(Dataset items)
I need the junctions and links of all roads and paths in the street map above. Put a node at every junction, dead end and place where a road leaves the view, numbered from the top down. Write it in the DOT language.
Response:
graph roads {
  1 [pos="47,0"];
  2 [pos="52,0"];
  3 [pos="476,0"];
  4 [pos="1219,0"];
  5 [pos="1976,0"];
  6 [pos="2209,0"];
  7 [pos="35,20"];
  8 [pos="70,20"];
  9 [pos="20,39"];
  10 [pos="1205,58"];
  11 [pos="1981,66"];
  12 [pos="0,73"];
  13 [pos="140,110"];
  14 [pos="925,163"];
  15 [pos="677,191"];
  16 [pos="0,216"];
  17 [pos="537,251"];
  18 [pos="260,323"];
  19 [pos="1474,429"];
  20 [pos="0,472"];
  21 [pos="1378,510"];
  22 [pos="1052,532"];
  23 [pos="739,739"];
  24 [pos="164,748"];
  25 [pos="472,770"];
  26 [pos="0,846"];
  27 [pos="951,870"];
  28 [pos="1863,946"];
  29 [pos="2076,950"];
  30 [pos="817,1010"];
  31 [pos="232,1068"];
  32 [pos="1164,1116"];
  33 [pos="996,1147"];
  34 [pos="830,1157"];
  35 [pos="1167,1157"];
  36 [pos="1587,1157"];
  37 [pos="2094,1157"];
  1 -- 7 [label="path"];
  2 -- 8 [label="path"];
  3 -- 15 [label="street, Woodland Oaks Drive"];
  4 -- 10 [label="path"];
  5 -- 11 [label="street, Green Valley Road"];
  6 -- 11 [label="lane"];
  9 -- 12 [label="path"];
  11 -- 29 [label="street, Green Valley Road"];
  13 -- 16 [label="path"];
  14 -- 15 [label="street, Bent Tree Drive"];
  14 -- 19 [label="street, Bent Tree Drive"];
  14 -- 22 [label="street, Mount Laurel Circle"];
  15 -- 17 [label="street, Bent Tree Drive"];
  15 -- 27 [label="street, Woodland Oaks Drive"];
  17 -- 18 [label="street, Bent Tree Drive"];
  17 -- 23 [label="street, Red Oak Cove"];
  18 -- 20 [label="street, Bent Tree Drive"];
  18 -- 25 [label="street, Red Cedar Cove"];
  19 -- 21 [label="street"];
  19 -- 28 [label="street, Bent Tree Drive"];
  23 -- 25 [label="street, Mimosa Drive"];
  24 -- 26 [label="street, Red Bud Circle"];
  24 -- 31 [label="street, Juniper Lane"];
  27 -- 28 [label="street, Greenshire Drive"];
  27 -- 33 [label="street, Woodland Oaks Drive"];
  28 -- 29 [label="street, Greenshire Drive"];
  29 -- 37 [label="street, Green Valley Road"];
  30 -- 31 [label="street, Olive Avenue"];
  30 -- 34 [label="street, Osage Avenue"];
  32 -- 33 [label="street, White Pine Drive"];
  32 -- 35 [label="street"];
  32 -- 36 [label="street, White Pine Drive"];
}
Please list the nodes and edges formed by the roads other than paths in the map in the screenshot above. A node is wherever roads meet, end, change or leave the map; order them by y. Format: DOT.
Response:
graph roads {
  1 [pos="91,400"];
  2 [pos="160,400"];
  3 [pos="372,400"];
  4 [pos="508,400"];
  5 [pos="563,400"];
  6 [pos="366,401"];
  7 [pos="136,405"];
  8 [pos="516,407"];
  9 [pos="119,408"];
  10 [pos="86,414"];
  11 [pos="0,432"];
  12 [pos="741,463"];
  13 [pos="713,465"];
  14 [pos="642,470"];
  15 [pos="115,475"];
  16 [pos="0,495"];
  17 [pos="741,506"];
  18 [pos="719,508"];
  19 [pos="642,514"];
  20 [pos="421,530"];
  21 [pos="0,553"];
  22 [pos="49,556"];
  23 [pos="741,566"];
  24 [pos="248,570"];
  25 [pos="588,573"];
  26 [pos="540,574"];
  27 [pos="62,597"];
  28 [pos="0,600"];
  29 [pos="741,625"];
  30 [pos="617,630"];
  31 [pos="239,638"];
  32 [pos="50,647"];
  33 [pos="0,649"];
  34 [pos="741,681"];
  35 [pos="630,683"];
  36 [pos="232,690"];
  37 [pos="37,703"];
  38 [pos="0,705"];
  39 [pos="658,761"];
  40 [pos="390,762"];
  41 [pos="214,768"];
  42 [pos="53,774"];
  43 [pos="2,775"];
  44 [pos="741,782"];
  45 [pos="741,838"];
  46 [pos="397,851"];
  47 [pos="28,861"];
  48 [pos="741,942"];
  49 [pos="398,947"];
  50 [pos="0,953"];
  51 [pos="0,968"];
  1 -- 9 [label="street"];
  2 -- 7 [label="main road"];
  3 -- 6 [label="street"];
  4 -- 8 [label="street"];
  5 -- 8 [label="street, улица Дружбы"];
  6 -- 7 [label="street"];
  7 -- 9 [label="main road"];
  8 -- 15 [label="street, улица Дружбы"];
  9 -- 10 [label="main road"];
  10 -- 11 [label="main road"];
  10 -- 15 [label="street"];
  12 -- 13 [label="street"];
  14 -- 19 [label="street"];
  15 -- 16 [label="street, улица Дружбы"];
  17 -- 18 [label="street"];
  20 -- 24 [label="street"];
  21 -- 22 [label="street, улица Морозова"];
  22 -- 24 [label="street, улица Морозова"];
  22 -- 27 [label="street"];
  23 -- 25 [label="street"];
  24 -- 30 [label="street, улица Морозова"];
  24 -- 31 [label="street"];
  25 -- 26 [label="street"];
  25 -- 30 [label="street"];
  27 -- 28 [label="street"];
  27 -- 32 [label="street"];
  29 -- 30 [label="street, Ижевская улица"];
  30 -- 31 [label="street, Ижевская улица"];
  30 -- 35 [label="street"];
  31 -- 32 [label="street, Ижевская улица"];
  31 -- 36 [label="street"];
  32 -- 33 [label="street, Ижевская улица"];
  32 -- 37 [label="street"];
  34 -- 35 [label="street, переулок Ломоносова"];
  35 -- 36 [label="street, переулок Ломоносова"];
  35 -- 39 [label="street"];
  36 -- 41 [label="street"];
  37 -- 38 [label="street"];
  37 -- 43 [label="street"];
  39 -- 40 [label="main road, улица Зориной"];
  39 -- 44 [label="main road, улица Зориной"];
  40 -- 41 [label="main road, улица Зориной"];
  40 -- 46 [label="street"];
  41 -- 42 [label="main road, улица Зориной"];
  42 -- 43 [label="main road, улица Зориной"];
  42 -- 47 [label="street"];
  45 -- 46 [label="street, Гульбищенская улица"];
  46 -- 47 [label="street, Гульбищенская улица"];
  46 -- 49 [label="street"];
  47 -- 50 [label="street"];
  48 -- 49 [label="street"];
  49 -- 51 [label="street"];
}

• [EXERCISE DIRECTIONS]:
Copy each entry exactly. Omit none.

• [RESPONSE TO THIS TASK]:
I need the junctions and links of all roads and paths in the street map above. Put a node at every junction, dead end and place where a road leaves the view, numbered from the top down. Write it in the DOT language.
Response:
graph roads {
  1 [pos="47,0"];
  2 [pos="52,0"];
  3 [pos="476,0"];
  4 [pos="1219,0"];
  5 [pos="1976,0"];
  6 [pos="2209,0"];
  7 [pos="35,20"];
  8 [pos="70,20"];
  9 [pos="20,39"];
  10 [pos="1205,58"];
  11 [pos="1981,66"];
  12 [pos="0,73"];
  13 [pos="140,110"];
  14 [pos="925,163"];
  15 [pos="677,191"];
  16 [pos="0,216"];
  17 [pos="537,251"];
  18 [pos="260,323"];
  19 [pos="1474,429"];
  20 [pos="0,472"];
  21 [pos="1378,510"];
  22 [pos="1052,532"];
  23 [pos="739,739"];
  24 [pos="164,748"];
  25 [pos="472,770"];
  26 [pos="0,846"];
  27 [pos="951,870"];
  28 [pos="1863,946"];
  29 [pos="2076,950"];
  30 [pos="817,1010"];
  31 [pos="232,1068"];
  32 [pos="1164,1116"];
  33 [pos="996,1147"];
  34 [pos="830,1157"];
  35 [pos="1167,1157"];
  36 [pos="1587,1157"];
  37 [pos="2094,1157"];
  1 -- 7 [label="path"];
  2 -- 8 [label="path"];
  3 -- 15 [label="street, Woodland Oaks Drive"];
  4 -- 10 [label="path"];
  5 -- 11 [label="street, Green Valley Road"];
  6 -- 11 [label="lane"];
  9 -- 12 [label="path"];
  11 -- 29 [label="street, Green Valley Road"];
  13 -- 16 [label="path"];
  14 -- 15 [label="street, Bent Tree Drive"];
  14 -- 19 [label="street, Bent Tree Drive"];
  14 -- 22 [label="street, Mount Laurel Circle"];
  15 -- 17 [label="street, Bent Tree Drive"];
  15 -- 27 [label="street, Woodland Oaks Drive"];
  17 -- 18 [label="street, Bent Tree Drive"];
  17 -- 23 [label="street, Red Oak Cove"];
  18 -- 20 [label="street, Bent Tree Drive"];
  18 -- 25 [label="street, Red Cedar Cove"];
  19 -- 21 [label="street"];
  19 -- 28 [label="street, Bent Tree Drive"];
  23 -- 25 [label="street, Mimosa Drive"];
  24 -- 26 [label="street, Red Bud Circle"];
  24 -- 31 [label="street, Juniper Lane"];
  27 -- 28 [label="street, Greenshire Drive"];
  27 -- 33 [label="street, Woodland Oaks Drive"];
  28 -- 29 [label="street, Greenshire Drive"];
  29 -- 37 [label="street, Green Valley Road"];
  30 -- 31 [label="street, Olive Avenue"];
  30 -- 34 [label="street, Osage Avenue"];
  32 -- 33 [label="street, White Pine Drive"];
  32 -- 35 [label="street"];
  32 -- 36 [label="street, White Pine Drive"];
}
Please list the nodes and edges formed by the roads other than paths in the map in the screenshot above. A node is wherever roads meet, end, change or leave the map; order them by y. Format: DOT.
Response:
graph roads {
  1 [pos="91,400"];
  2 [pos="160,400"];
  3 [pos="372,400"];
  4 [pos="508,400"];
  5 [pos="563,400"];
  6 [pos="366,401"];
  7 [pos="136,405"];
  8 [pos="516,407"];
  9 [pos="119,408"];
  10 [pos="86,414"];
  11 [pos="0,432"];
  12 [pos="741,463"];
  13 [pos="713,465"];
  14 [pos="642,470"];
  15 [pos="115,475"];
  16 [pos="0,495"];
  17 [pos="741,506"];
  18 [pos="719,508"];
  19 [pos="642,514"];
  20 [pos="421,530"];
  21 [pos="0,553"];
  22 [pos="49,556"];
  23 [pos="741,566"];
  24 [pos="248,570"];
  25 [pos="588,573"];
  26 [pos="540,574"];
  27 [pos="62,597"];
  28 [pos="0,600"];
  29 [pos="741,625"];
  30 [pos="617,630"];
  31 [pos="239,638"];
  32 [pos="50,647"];
  33 [pos="0,649"];
  34 [pos="741,681"];
  35 [pos="630,683"];
  36 [pos="232,690"];
  37 [pos="37,703"];
  38 [pos="0,705"];
  39 [pos="658,761"];
  40 [pos="390,762"];
  41 [pos="214,768"];
  42 [pos="53,774"];
  43 [pos="2,775"];
  44 [pos="741,782"];
  45 [pos="741,838"];
  46 [pos="397,851"];
  47 [pos="28,861"];
  48 [pos="741,942"];
  49 [pos="398,947"];
  50 [pos="0,953"];
  51 [pos="0,968"];
  1 -- 9 [label="street"];
  2 -- 7 [label="main road"];
  3 -- 6 [label="street"];
  4 -- 8 [label="street"];
  5 -- 8 [label="street, улица Дружбы"];
  6 -- 7 [label="street"];
  7 -- 9 [label="main road"];
  8 -- 15 [label="street, улица Дружбы"];
  9 -- 10 [label="main road"];
  10 -- 11 [label="main road"];
  10 -- 15 [label="street"];
  12 -- 13 [label="street"];
  14 -- 19 [label="street"];
  15 -- 16 [label="street, улица Дружбы"];
  17 -- 18 [label="street"];
  20 -- 24 [label="street"];
  21 -- 22 [label="street, улица Морозова"];
  22 -- 24 [label="street, улица Морозова"];
  22 -- 27 [label="street"];
  23 -- 25 [label="street"];
  24 -- 30 [label="street, улица Морозова"];
  24 -- 31 [label="street"];
  25 -- 26 [label="street"];
  25 -- 30 [label="street"];
  27 -- 28 [label="street"];
  27 -- 32 [label="street"];
  29 -- 30 [label="street, Ижевская улица"];
  30 -- 31 [label="street, Ижевская улица"];
  30 -- 35 [label="street"];
  31 -- 32 [label="street, Ижевская улица"];
  31 -- 36 [label="street"];
  32 -- 33 [label="street, Ижевская улица"];
  32 -- 37 [label="street"];
  34 -- 35 [label="street, переулок Ломоносова"];
  35 -- 36 [label="street, переулок Ломоносова"];
  35 -- 39 [label="street"];
  36 -- 41 [label="street"];
  37 -- 38 [label="street"];
  37 -- 43 [label="street"];
  39 -- 40 [label="main road, улица Зориной"];
  39 -- 44 [label="main road, улица Зориной"];
  40 -- 41 [label="main road, улица Зориной"];
  40 -- 46 [label="street"];
  41 -- 42 [label="main road, улица Зориной"];
  42 -- 43 [label="main road, улица Зориной"];
  42 -- 47 [label="street"];
  45 -- 46 [label="street, Гульбищенская улица"];
  46 -- 47 [label="street, Гульбищенская улица"];
  46 -- 49 [label="street"];
  47 -- 50 [label="street"];
  48 -- 49 [label="street"];
  49 -- 51 [label="street"];
}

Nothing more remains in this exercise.